ACRÍTICA: PGJ fala sobre os riscos da aprovação da PEC-37
Para Francisco Cruz a proposta é um duro golpe nas prerrogativas do Ministério Público
(Euzivaldo Queiroz)
Para o procurador-geral de Justiça do Estado do Amazonas, Francisco Cruz, “a PEC 37 interessa muito mais àquelas pessoas que foram atingidas pelo Ministério Público nas investigações, como o segmento da política”
Apelidada de “PEC da impunidade”, a Proposta de Emenda Constitucional nº 37/2011, está colocando em rota de colisão os chefes do Ministério Público e delegados em todo o Brasil.
Proposta pelo deputado federal Lourival Mendes (PTdoB/MA), a PEC 37 quer que apenas as polícias tenham o poder de realizar investigações. Para procuradores e promotores, a medida vai ser um duro golpe não apenas no Ministério Público, mas também na sociedade.

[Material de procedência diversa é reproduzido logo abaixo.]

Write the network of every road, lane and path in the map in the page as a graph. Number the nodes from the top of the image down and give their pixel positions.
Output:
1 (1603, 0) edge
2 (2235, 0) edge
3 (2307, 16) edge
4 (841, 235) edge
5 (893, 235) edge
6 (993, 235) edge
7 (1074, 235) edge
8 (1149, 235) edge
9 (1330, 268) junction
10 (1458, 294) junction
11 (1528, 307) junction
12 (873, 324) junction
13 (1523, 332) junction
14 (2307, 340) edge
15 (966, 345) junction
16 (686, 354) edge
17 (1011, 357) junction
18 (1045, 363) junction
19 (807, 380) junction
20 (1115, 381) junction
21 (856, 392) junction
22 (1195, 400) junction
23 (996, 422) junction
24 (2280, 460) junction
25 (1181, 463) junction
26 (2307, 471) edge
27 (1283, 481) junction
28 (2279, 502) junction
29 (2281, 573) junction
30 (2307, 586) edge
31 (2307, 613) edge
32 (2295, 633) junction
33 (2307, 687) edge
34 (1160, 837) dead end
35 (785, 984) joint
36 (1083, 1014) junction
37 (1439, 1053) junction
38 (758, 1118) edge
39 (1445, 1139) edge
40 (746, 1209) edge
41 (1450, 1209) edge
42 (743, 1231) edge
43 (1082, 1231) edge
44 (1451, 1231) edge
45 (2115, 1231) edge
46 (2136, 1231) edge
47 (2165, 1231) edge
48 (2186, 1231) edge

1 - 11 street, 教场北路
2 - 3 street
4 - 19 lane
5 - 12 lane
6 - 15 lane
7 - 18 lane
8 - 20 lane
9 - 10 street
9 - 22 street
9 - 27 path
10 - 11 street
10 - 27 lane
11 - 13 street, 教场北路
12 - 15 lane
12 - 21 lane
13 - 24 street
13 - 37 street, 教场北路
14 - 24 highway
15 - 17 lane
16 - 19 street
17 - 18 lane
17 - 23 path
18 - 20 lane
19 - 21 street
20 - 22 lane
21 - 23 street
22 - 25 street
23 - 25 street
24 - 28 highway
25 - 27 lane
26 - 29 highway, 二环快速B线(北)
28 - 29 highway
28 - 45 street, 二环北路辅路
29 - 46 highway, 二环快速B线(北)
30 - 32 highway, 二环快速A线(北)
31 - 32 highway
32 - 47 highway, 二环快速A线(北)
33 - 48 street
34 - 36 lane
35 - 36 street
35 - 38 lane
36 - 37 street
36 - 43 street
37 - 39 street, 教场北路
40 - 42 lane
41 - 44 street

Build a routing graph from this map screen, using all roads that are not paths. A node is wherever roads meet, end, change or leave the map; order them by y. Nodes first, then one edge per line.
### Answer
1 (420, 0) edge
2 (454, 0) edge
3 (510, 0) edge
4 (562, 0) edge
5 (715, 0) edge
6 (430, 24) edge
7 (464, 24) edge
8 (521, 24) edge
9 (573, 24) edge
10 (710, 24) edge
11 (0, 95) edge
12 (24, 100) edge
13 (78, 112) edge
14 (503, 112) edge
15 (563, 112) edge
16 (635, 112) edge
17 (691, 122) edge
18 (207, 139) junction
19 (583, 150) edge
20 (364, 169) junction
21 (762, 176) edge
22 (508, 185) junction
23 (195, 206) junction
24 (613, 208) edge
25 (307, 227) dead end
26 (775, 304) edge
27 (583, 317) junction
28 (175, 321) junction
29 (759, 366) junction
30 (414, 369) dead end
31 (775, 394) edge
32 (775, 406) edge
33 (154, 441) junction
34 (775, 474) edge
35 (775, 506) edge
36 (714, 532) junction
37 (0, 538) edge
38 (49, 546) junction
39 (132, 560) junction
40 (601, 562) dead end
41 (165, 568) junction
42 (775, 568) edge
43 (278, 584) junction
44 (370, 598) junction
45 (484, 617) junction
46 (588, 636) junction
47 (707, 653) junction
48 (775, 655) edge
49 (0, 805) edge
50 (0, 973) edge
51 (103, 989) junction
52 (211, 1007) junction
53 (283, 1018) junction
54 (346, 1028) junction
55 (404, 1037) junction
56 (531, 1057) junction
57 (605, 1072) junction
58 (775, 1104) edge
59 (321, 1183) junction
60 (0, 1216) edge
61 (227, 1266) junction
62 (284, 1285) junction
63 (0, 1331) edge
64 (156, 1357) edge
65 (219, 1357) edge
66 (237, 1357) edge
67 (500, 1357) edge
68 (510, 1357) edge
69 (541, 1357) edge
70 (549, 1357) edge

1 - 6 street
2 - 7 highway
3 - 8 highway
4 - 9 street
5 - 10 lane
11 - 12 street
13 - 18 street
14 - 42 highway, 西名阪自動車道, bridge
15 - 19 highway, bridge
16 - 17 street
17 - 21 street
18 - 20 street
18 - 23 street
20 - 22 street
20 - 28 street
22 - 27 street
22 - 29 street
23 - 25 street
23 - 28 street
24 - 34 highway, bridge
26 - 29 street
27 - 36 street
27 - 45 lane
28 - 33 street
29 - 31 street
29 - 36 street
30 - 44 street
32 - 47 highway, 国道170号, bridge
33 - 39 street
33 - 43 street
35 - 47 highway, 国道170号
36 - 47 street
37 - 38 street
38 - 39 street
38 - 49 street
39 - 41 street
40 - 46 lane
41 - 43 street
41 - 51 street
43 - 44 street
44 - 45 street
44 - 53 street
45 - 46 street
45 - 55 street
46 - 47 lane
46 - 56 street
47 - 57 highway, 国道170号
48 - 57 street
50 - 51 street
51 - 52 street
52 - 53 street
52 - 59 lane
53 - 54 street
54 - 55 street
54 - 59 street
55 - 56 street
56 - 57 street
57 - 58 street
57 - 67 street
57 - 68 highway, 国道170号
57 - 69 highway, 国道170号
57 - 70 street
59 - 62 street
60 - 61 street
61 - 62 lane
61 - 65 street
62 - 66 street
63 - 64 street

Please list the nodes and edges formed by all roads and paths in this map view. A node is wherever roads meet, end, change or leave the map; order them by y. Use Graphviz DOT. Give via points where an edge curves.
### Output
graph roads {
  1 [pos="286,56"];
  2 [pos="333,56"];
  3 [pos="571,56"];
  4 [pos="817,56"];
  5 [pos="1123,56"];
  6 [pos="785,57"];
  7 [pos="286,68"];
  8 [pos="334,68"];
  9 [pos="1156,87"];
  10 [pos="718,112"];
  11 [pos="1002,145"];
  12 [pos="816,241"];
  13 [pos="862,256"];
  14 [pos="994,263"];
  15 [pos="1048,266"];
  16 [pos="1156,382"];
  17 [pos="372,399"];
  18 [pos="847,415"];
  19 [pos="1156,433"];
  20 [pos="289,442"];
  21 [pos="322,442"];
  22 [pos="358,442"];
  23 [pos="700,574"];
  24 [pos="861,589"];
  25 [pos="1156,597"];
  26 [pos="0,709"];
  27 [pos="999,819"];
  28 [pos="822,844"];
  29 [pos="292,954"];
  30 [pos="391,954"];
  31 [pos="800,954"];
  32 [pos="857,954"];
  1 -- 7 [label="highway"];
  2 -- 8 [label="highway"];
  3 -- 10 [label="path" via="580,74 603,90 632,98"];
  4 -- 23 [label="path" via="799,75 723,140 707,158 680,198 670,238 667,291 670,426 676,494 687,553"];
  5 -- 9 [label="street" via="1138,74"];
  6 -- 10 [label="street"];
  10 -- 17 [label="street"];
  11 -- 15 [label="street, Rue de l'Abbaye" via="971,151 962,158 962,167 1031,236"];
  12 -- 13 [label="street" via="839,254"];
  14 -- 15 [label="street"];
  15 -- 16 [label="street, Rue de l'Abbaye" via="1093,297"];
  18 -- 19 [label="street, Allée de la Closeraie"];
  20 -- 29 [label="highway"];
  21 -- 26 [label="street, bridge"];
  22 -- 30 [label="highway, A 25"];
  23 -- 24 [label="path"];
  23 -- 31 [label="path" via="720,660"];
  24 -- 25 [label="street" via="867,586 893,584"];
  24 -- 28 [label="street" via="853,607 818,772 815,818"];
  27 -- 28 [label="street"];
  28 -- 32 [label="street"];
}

Na entrevista a seguir, o procurador-geral de Justiça do Amazonas, Francisco Cruz, admite a ação ainda acanhada do Ministério Público Estadual. Principalmente com relação a investigar pessoas definidas por ele mesmo como “de maior visibilidade”. No entanto, alerta: “O Estado brasileiro não está ganhando a luta contra o crime organizado, pelo contrario. Então, não podemos abrir mão do trabalho de investigação do Ministério Público”.
O que significa para o MP a aprovação da PEC 37?
Ela é uma proposta inicialmente dos delegados de polícia que viam no poder do Ministério Público de investigar uma diminuição das tarefas deles. Só que a coisa foi criando corpo, e hoje a PEC 37 interessa muito mais àquelas pessoas que foram atingidas pelo Ministério Público nas investigações, como o segmento da classe política. Ela é uma mutilação. Um duro golpe nas prerrogativas do Ministério Público.
Por quê?
Ao dar exclusividade de investigação para a polícia, a PEC vai proibir que o Ministério Público faça investigação. Será um grande prêmio para os crimes de colarinho branco, crime organizado. Enfim, aqueles crimes que hoje a polícia não investiga por uma série de motivos. Não porque não quer investigar, mas porque tem limitações, que nesses casos específicos o Ministério Público teria um pouco mais de condição.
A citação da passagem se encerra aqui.